* **Working data**:
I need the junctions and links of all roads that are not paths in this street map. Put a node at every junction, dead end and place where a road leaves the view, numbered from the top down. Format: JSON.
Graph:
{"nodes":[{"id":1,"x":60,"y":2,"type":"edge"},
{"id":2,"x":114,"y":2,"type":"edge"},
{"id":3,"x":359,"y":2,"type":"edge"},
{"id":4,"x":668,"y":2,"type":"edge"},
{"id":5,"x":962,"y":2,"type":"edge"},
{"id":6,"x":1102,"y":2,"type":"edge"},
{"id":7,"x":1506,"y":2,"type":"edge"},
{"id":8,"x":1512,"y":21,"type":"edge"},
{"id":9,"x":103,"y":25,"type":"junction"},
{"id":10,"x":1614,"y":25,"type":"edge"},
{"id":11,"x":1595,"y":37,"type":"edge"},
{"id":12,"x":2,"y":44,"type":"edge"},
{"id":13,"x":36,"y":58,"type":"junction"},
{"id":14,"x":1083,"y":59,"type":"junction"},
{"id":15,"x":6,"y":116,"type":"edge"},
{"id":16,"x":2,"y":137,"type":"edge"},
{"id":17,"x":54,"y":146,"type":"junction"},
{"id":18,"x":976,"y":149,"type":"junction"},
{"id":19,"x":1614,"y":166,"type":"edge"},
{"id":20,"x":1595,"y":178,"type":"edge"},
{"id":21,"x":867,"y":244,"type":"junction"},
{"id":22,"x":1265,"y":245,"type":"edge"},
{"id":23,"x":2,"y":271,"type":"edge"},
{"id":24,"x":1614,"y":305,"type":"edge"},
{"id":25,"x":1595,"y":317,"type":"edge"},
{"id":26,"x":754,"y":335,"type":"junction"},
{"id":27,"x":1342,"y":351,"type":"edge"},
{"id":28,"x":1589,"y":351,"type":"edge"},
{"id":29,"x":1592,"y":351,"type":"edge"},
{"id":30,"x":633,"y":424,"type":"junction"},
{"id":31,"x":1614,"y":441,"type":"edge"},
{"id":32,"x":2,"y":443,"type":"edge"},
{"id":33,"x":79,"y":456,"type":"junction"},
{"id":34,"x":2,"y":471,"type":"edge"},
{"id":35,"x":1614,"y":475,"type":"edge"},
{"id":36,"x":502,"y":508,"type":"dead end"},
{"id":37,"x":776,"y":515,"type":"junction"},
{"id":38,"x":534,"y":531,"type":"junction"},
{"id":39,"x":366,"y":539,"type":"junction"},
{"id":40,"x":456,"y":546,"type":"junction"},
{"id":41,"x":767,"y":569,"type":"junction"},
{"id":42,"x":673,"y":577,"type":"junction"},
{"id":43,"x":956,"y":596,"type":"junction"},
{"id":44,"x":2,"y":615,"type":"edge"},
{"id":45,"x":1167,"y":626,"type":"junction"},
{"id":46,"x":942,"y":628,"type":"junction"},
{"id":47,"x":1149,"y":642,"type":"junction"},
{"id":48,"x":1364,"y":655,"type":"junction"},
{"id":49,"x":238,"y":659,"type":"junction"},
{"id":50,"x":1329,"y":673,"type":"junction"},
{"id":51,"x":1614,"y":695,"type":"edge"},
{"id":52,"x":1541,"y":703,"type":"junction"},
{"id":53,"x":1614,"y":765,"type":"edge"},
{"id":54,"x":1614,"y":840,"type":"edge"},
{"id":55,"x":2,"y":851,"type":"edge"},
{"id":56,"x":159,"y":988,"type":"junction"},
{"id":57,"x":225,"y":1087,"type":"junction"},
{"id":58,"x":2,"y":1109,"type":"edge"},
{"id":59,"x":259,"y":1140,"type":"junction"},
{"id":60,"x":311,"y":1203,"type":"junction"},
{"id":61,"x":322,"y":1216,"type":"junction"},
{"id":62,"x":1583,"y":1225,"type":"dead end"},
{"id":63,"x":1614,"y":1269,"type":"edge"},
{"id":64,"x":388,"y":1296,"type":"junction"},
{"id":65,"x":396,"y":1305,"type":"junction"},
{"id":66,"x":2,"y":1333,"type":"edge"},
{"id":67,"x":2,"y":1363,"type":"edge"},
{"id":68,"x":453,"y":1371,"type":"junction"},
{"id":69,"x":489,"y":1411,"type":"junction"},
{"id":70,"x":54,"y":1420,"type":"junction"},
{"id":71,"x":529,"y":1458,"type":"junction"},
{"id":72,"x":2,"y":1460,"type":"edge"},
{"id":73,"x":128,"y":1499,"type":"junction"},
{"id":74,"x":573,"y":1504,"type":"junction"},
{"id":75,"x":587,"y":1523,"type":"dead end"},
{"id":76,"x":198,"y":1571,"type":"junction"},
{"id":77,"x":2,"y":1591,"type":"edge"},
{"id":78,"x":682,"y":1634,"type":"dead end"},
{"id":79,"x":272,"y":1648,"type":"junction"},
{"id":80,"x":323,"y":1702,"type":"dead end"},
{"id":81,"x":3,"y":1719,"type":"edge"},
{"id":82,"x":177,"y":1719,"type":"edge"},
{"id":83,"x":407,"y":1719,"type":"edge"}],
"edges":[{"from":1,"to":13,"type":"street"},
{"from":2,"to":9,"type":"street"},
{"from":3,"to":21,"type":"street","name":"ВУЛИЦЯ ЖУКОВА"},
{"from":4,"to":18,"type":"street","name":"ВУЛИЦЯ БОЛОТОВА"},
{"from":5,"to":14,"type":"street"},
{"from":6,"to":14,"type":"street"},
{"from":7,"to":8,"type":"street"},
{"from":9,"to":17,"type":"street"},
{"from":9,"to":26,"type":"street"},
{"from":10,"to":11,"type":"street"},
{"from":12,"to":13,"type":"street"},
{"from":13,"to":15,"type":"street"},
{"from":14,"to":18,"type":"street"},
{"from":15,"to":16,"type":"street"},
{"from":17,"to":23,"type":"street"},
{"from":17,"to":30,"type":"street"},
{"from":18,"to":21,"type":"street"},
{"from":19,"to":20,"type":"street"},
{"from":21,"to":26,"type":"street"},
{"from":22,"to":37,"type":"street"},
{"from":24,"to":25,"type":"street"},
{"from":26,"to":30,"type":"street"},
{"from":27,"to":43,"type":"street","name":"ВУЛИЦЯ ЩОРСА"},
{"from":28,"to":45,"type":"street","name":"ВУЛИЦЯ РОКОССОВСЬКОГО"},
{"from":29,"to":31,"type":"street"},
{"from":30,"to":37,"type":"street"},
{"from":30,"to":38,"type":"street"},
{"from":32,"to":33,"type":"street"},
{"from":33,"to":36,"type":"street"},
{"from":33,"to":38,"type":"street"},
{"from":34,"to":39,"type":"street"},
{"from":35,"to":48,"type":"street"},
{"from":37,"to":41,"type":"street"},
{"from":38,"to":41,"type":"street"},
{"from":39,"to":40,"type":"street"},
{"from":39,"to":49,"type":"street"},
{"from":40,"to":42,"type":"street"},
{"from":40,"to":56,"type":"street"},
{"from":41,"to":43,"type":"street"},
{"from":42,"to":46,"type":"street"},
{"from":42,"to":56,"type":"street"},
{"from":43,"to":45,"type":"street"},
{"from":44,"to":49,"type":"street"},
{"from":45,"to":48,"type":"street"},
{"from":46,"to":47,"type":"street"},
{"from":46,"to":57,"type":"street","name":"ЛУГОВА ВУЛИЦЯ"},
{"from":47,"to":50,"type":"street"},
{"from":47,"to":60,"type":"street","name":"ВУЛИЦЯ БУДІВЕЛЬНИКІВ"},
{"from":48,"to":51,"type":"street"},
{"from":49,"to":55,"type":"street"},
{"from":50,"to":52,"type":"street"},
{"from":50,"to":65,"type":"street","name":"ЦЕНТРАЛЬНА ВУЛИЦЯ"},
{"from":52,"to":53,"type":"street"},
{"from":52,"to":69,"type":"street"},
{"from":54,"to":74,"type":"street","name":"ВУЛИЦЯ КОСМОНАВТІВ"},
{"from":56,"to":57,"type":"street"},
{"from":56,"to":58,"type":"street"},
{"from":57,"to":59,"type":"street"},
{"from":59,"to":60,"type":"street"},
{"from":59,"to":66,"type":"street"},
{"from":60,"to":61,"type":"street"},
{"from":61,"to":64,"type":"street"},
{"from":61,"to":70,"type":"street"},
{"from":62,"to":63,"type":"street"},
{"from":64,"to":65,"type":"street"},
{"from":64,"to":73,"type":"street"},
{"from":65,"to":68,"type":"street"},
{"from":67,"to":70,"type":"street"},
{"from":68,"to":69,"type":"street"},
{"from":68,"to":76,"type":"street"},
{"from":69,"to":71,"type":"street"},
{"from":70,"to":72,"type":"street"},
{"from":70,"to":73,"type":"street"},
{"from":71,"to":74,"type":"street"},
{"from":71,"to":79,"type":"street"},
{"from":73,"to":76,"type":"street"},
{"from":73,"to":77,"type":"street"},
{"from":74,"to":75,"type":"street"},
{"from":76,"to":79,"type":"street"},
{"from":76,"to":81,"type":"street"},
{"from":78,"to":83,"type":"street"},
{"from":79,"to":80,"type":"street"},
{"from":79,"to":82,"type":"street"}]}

* **Exercise details**:
If a line above contains the word "name", list it.

* **Output for this task**:
{"from":3,"to":21,"type":"street","name":"ВУЛИЦЯ ЖУКОВА"},
{"from":4,"to":18,"type":"street","name":"ВУЛИЦЯ БОЛОТОВА"},
{"from":27,"to":43,"type":"street","name":"ВУЛИЦЯ ЩОРСА"},
{"from":28,"to":45,"type":"street","name":"ВУЛИЦЯ РОКОССОВСЬКОГО"},
{"from":46,"to":57,"type":"street","name":"ЛУГОВА ВУЛИЦЯ"},
{"from":47,"to":60,"type":"street","name":"ВУЛИЦЯ БУДІВЕЛЬНИКІВ"},
{"from":50,"to":65,"type":"street","name":"ЦЕНТРАЛЬНА ВУЛИЦЯ"},
{"from":54,"to":74,"type":"street","name":"ВУЛИЦЯ КОСМОНАВТІВ"},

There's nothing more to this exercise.